The rules shaping the future of BaaS
/The rules shaping the future of BaaS
Banking-as-a-Service, it’s clear, is invariably dependent on a whole ecosystem of products and providers to exist and grow. The right conditions are now in place for BaaS to take off and shape banking experiences in its image. Regulators are catching up now, though, and may pivot BaaS in new directions:
Mitigating risk
Risk is a cornerstone concern driving how BaaS solutions are built. Notably, risk mitigation helped drive tech developers away from web scraping and move them into API development. That motivation has catalyzed an expansive who’s-who of backend-focused teams that are helping create innovative and secure financial solutions.

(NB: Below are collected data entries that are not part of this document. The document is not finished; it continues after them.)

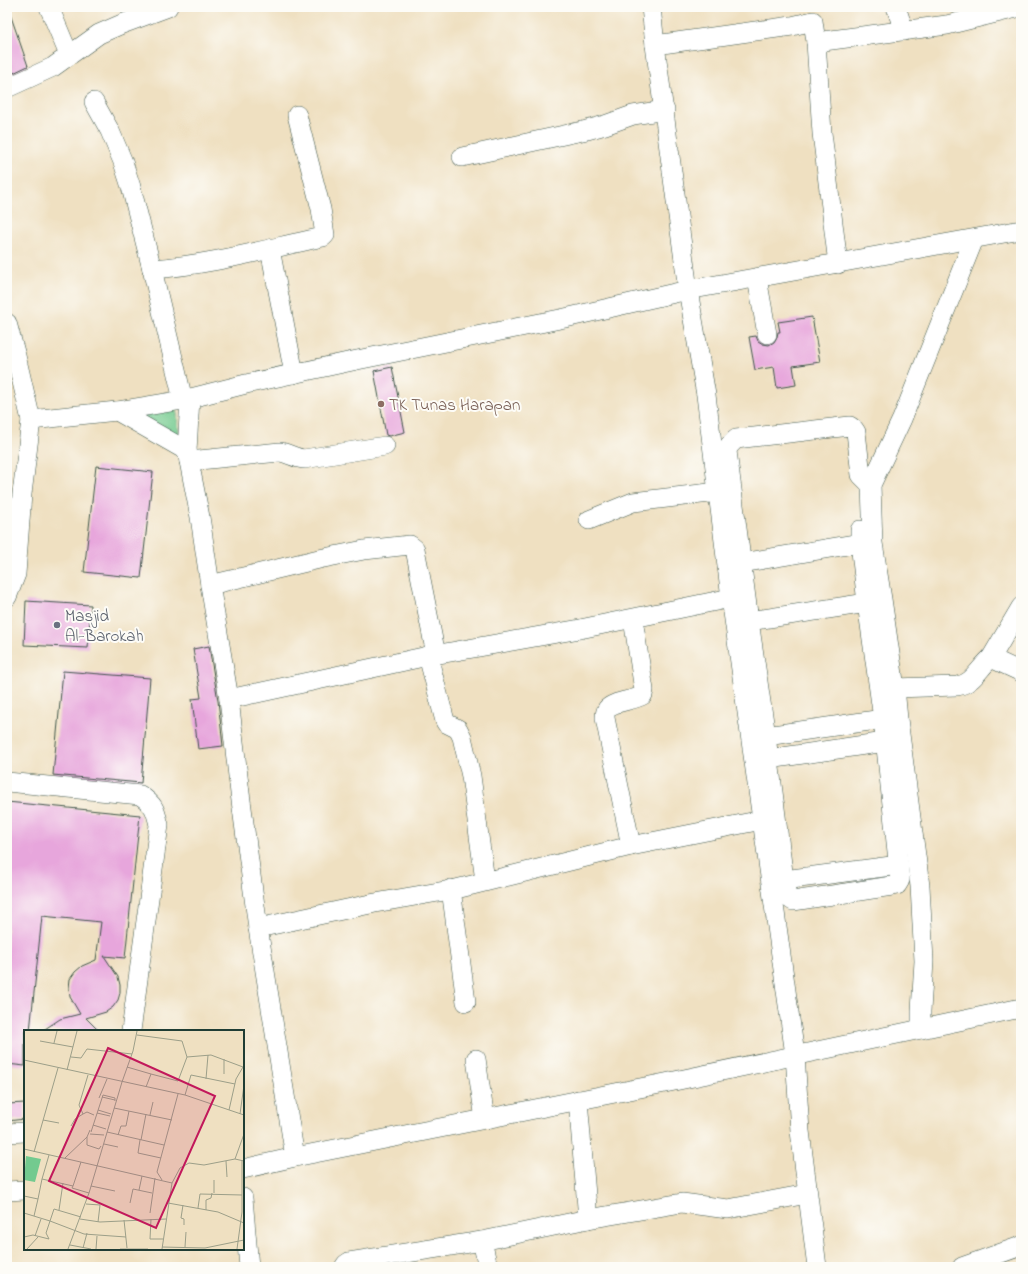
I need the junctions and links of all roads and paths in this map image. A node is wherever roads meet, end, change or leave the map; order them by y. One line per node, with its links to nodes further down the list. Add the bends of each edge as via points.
1 (50, 7): 10 (street)
2 (168, 7): 10 (street, via 99,34)
3 (651, 7): 9 (street)
4 (896, 7): 7 (street)
5 (1021, 7): 7 (street)
6 (812, 14): 8 (street); 9 (street, via 792,26)
7 (904, 31): 8 (street)
8 (816, 42): 19 (street, via 822,133)
9 (655, 45): 13 (street)
10 (69, 55): 11 (street, via 53,67)
11 (7, 88)
12 (94, 102): 20 (street, via 123,162)
13 (665, 110): 15 (street, via 633,115 587,130); 22 (street)
14 (297, 115): 18 (street, via 321,209 325,235)
15 (462, 157)
16 (1021, 230): 17 (street)
17 (974, 239): 19 (street); 31 (street, via 902,419)
18 (270, 249): 20 (street, via 190,266); 25 (street)
19 (838, 264): 21 (street)
20 (152, 269): 26 (street)
21 (757, 278): 22 (street); 24 (street)
22 (688, 290): 25 (street); 32 (street, via 706,395)
23 (7, 323): 28 (street)
24 (767, 334)
25 (294, 374): 26 (street)
26 (186, 399): 27 (street); 30 (street)
27 (118, 410): 28 (street); 30 (street)
28 (31, 420): 37 (street, via 16,574)
29 (385, 446): 30 (street, via 304,459 280,452)
30 (188, 456): 36 (street)
31 (866, 480): 34 (street); 35 (street, via 856,432 850,426 732,442 727,451); 46 (street)
32 (718, 492): 33 (street, via 633,502); 38 (street)
33 (589, 520)
34 (860, 543): 35 (street); 39 (street)
35 (742, 563): 42 (street)
36 (210, 585): 43 (street, via 364,550 410,545 415,549); 47 (street)
37 (7, 597)
38 (731, 598): 41 (street); 53 (street)
39 (867, 603): 42 (street); 48 (street)
40 (1021, 607): 44 (street)
41 (633, 619): 43 (street); 54 (street, via 643,695 612,705 605,712)
42 (749, 620): 49 (street)
43 (432, 655): 47 (street); 55 (street, via 446,723 458,729 462,737 471,776)
44 (991, 658): 45 (street); 46 (street, via 969,682 963,685)
45 (1021, 672)
46 (895, 688): 60 (street, via 920,886 924,961)
47 (229, 699): 57 (street)
48 (883, 719): 49 (street); 50 (street)
49 (766, 736): 51 (street)
50 (885, 742): 51 (street); 51 (street, via 900,880 892,886 793,901 788,897 784,880)
51 (769, 759)
52 (7, 782): 61 (street, via 140,795 151,802 159,825)
53 (762, 820): 54 (street); 62 (street)
54 (631, 846): 55 (street)
55 (485, 881): 56 (street)
56 (451, 889): 57 (street); 58 (street)
57 (258, 928): 68 (street)
58 (466, 1002)
59 (1021, 1008): 60 (street)
60 (921, 1029): 62 (street)
61 (131, 1030)
62 (795, 1055): 64 (street); 72 (street, via 800,1131)
63 (476, 1059): 65 (street)
64 (578, 1100): 65 (street); 74 (street)
65 (485, 1119): 68 (street)
66 (24, 1132): 67 (street)
67 (7, 1133)
68 (295, 1157): 69 (street)
69 (244, 1169)
70 (24, 1190): 71 (street)
71 (7, 1191)
72 (808, 1194): 74 (street, via 728,1209 682,1203); 80 (street)
73 (244, 1210): 77 (street)
74 (588, 1219): 75 (street)
75 (482, 1241): 78 (street, via 349,1262); 79 (street)
76 (1021, 1246): 81 (street)
77 (249, 1267)
78 (344, 1267)
79 (488, 1267)
80 (817, 1267)
81 (962, 1267)

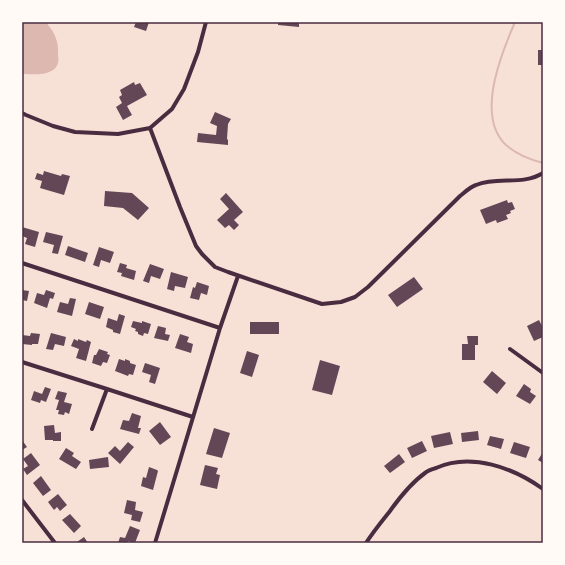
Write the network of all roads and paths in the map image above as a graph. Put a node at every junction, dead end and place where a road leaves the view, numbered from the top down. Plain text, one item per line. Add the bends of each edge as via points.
1 (206, 22) edge
2 (22, 113) edge
3 (150, 128) junction
4 (543, 173) edge
5 (22, 263) edge
6 (238, 276) junction
7 (220, 328) junction
8 (510, 349) dead end
9 (22, 362) edge
10 (543, 373) edge
11 (107, 389) junction
12 (193, 417) junction
13 (92, 429) dead end
14 (543, 489) edge
15 (22, 500) edge
16 (26, 506) junction
17 (22, 510) edge
18 (55, 543) edge
19 (155, 543) edge
20 (366, 543) edge

1 - 3 street via 184,89 172,110
2 - 3 street via 75,132 118,134
3 - 6 street via 196,246 215,267
4 - 6 street via 522,181 489,181 474,185 368,287 355,297 341,302 322,304
5 - 7 street
6 - 7 street
7 - 12 street
8 - 10 street
9 - 11 street
11 - 12 street
11 - 13 street
12 - 19 street
14 - 20 street via 511,470 488,464 444,464 426,472 406,489
15 - 16 street
16 - 17 street
16 - 18 street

But risk may also begin to stratify BaaS providers according to variables outlined by regulators. In September, Acting Comptroller of the Currency Michael Hsu announced a new set of regulatory intentions targeting BaaS. The OCC will organize bank-fintech partnerships according to the risk profiles and other risk-related characteristics they share, and focus oversight accordingly, Hsu suggested.
While this may help regulators home in on risky BaaS providers efficiently and help those struggling institutions become more compliant, it can also help more compliance-focused providers differentiate themselves on the market and use regulatory approval as a vehicle for growth.
Partnership rights
As the number of BaaS-focused partnerships between banks and fintechs grows, so too does the need for clear partnership guardrails. Some of these partnerships have already encountered hurdles—both in the US and abroad. As Signzy Co-Founder Ankit Ratan told The Financial Revolutionist, some India-based banks have been burned by noncompliant partner fintechs that failed data-collection audits.
“There have been a lot of hiccups in India in past partnerships between banks and fintechs in terms of compliance,” Ratan said. “So banks are now creating identity infrastructure first, and then offering services as a BaaS.”
This concern for compliance has compelled banks to think more carefully about the kinds of partnerships they enter before launching BaaS offerings. This places compliance-focused Infrastructure-as-a-Service startups at an advantage—but also gives incumbent banks the upper hand. In the US, for instance, banks may emphasize their right to audit fintech partners in order to ensure AML and data-storage compliance.
That motivation comes in part from the content of Acting Comptroller Hsu’s comments in September.
“Who is responsible for what when things break?” he said. “How do banks and their third parties view and treat customers in bank-fintech arrangements? When do customers go from being the client to becoming the product, and how are consumer protections maintained?”
Finding the right size
BaaS providers and fintechs will remain cautious about their size. While BaaS providers see their modern solutions as a path for considerable growth, many smaller providers are also interested in remaining below the $10B in assets that exempt banks from the Durbin Amendment, which limits the size of interchange fees. While interchange-fee ploys are increasingly considered unoriginal and ultimately unsustainable in the face of competition, they remain a core part of many smaller banks’ and fintechs’ revenue strategies.
But at the same time, smaller BaaS players already face growing regulatory pressure, especially from the Consumer Financial Protection Bureau, which stated in April 2022 that it would examine nonbanks that pose a risk to consumers. This leaves many of these challengers in the lurch.
“Either these companies should be regulated like banks and belong in the banking system or they shouldn’t be and they’re properly outside of it,” said Konrad Alt, Partner at Klaros Group, in an interview with The Financial Brand. “I think, to some degree, the message to the fintech sector has been mixed so far. ‘You should be regulated like banks, but we don’t want you to be banks.’ It’s clear that that’s not a tenable long-term position for official Washington to maintain.”
While the BaaS space isn’t fully static, remaining in a holding pattern until regulators establish unambiguous mechanisms, clarity from regulators would help BaaS find its footing and expand sustainably.